This is typically advice for startups that have found product-market-fit (i.e.
have a product people love) but there are a million other things broken. In
that case the advice is often to fix these things "while flying", i.e. while
simultaneously growing sales and the company in general.

" _organizes a demo day 3 months later to help them raise money from VCs_ "

I understand the purpose is primarily to help companies raise seed/angel
rounds, not big "institutional" rounds. And just generally make connections
for later.

" _The pg article even mentions growth targets during YC._ "

Clearly this is not applicable to all companies.
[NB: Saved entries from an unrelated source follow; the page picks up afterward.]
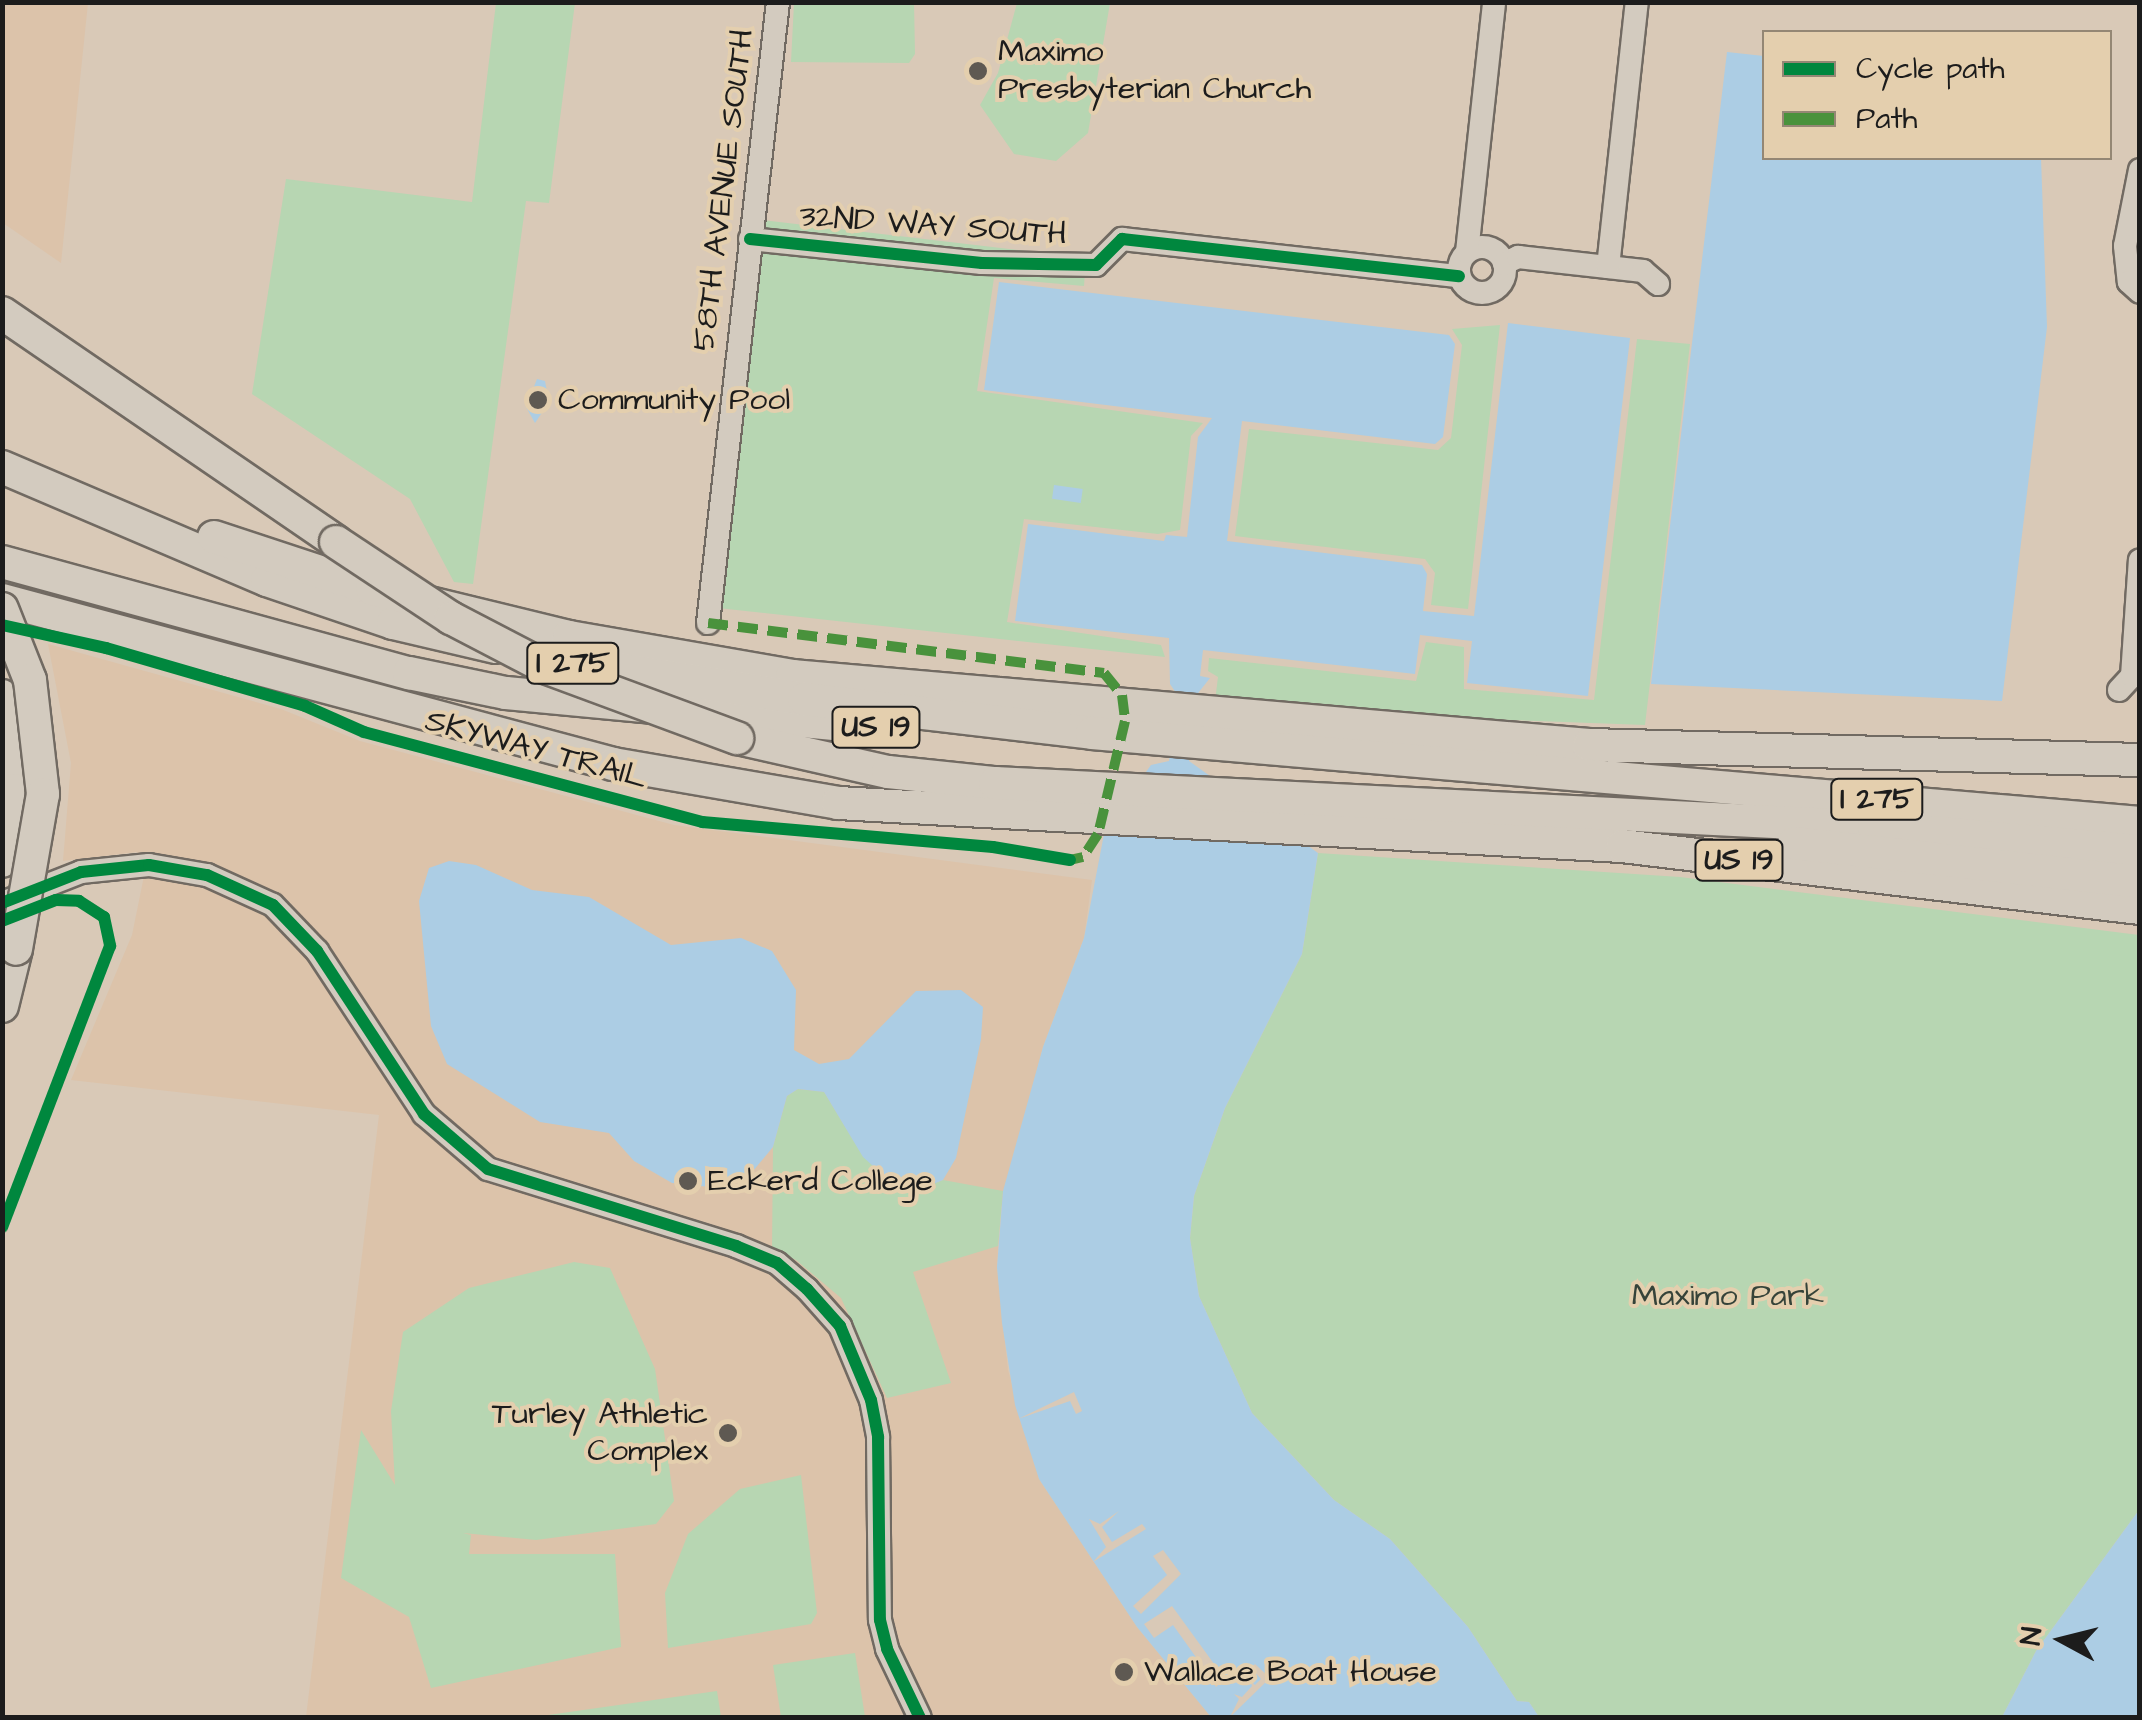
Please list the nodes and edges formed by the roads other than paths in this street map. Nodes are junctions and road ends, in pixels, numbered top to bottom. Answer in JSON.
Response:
{"nodes":[{"id":1,"x":778,"y":2,"type":"edge"},
{"id":2,"x":1494,"y":2,"type":"edge"},
{"id":3,"x":1637,"y":2,"type":"edge"},
{"id":4,"x":2140,"y":170,"type":"edge"},
{"id":5,"x":750,"y":238,"type":"junction"},
{"id":6,"x":1468,"y":252,"type":"junction"},
{"id":7,"x":1504,"y":264,"type":"junction"},
{"id":8,"x":1608,"y":268,"type":"junction"},
{"id":9,"x":1460,"y":276,"type":"junction"},
{"id":10,"x":1658,"y":284,"type":"dead end"},
{"id":11,"x":2140,"y":292,"type":"edge"},
{"id":12,"x":2,"y":313,"type":"edge"},
{"id":13,"x":2,"y":468,"type":"edge"},
{"id":14,"x":2140,"y":560,"type":"edge"},
{"id":15,"x":2,"y":562,"type":"edge"},
{"id":16,"x":2,"y":600,"type":"edge"},
{"id":17,"x":2,"y":609,"type":"edge"},
{"id":18,"x":708,"y":624,"type":"dead end"},
{"id":19,"x":2119,"y":690,"type":"dead end"},
{"id":20,"x":2,"y":696,"type":"edge"},
{"id":21,"x":1083,"y":723,"type":"junction"},
{"id":22,"x":1244,"y":733,"type":"junction"},
{"id":23,"x":2132,"y":761,"type":"edge"},
{"id":24,"x":1074,"y":802,"type":"junction"},
{"id":25,"x":1338,"y":815,"type":"junction"},
{"id":26,"x":1674,"y":817,"type":"junction"},
{"id":27,"x":2140,"y":823,"type":"edge"},
{"id":28,"x":2140,"y":851,"type":"edge"},
{"id":29,"x":2,"y":861,"type":"edge"},
{"id":30,"x":2140,"y":882,"type":"edge"},
{"id":31,"x":2,"y":903,"type":"edge"},
{"id":32,"x":2140,"y":908,"type":"edge"},
{"id":33,"x":2,"y":1006,"type":"edge"},
{"id":34,"x":920,"y":1718,"type":"edge"}],
"edges":[{"from":1,"to":5,"type":"street","name":"58TH AVENUE SOUTH"},
{"from":2,"to":6,"type":"street"},
{"from":3,"to":8,"type":"street"},
{"from":4,"to":11,"type":"street"},
{"from":5,"to":9,"type":"street","name":"32ND WAY SOUTH"},
{"from":5,"to":18,"type":"street","name":"58TH AVENUE SOUTH"},
{"from":6,"to":7,"type":"street"},
{"from":6,"to":9,"type":"street"},
{"from":7,"to":8,"type":"street"},
{"from":7,"to":9,"type":"street","name":"32ND WAY SOUTH"},
{"from":8,"to":10,"type":"street"},
{"from":12,"to":24,"type":"highway","number":"I 275","bridge":true},
{"from":13,"to":21,"type":"highway","number":"I 275"},
{"from":14,"to":19,"type":"street"},
{"from":15,"to":21,"type":"highway","number":"US 19"},
{"from":16,"to":24,"type":"highway"},
{"from":17,"to":33,"type":"highway","bridge":true},
{"from":20,"to":29,"type":"highway"},
{"from":21,"to":22,"type":"highway","number":"I 275"},
{"from":22,"to":23,"type":"highway"},
{"from":22,"to":27,"type":"highway","number":"I 275"},
{"from":24,"to":25,"type":"highway","number":"I 275"},
{"from":25,"to":26,"type":"highway","number":"I 275"},
{"from":25,"to":32,"type":"highway","number":"US 19"},
{"from":26,"to":28,"type":"highway","number":"I 275"},
{"from":26,"to":30,"type":"highway"},
{"from":31,"to":34,"type":"street"}]}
E.g. what's the "growth
target" for a company like Rigetti who build a quantum computer?

" _One for early startups still working on product, another YC for startups
working on growth_ "

One of the primary (if not the most important) benefits of YC is the network.
You get that regardless of whether you're in product or growth stage.

" _pitching VCs without growth doesn 't seem to work_"

Depends on what you're pitching for. Seed and Series-A are two entirely
different games.

" _So founders raise money by showing early "growth" without PML
(product/market love), then they go back to work..._"

Good investors aren't fooled by that and will ask the right questions to
quickly uncover any fake metrics. Besides that a seed round is typically
raised on team, talent, idea and early traction, not growth.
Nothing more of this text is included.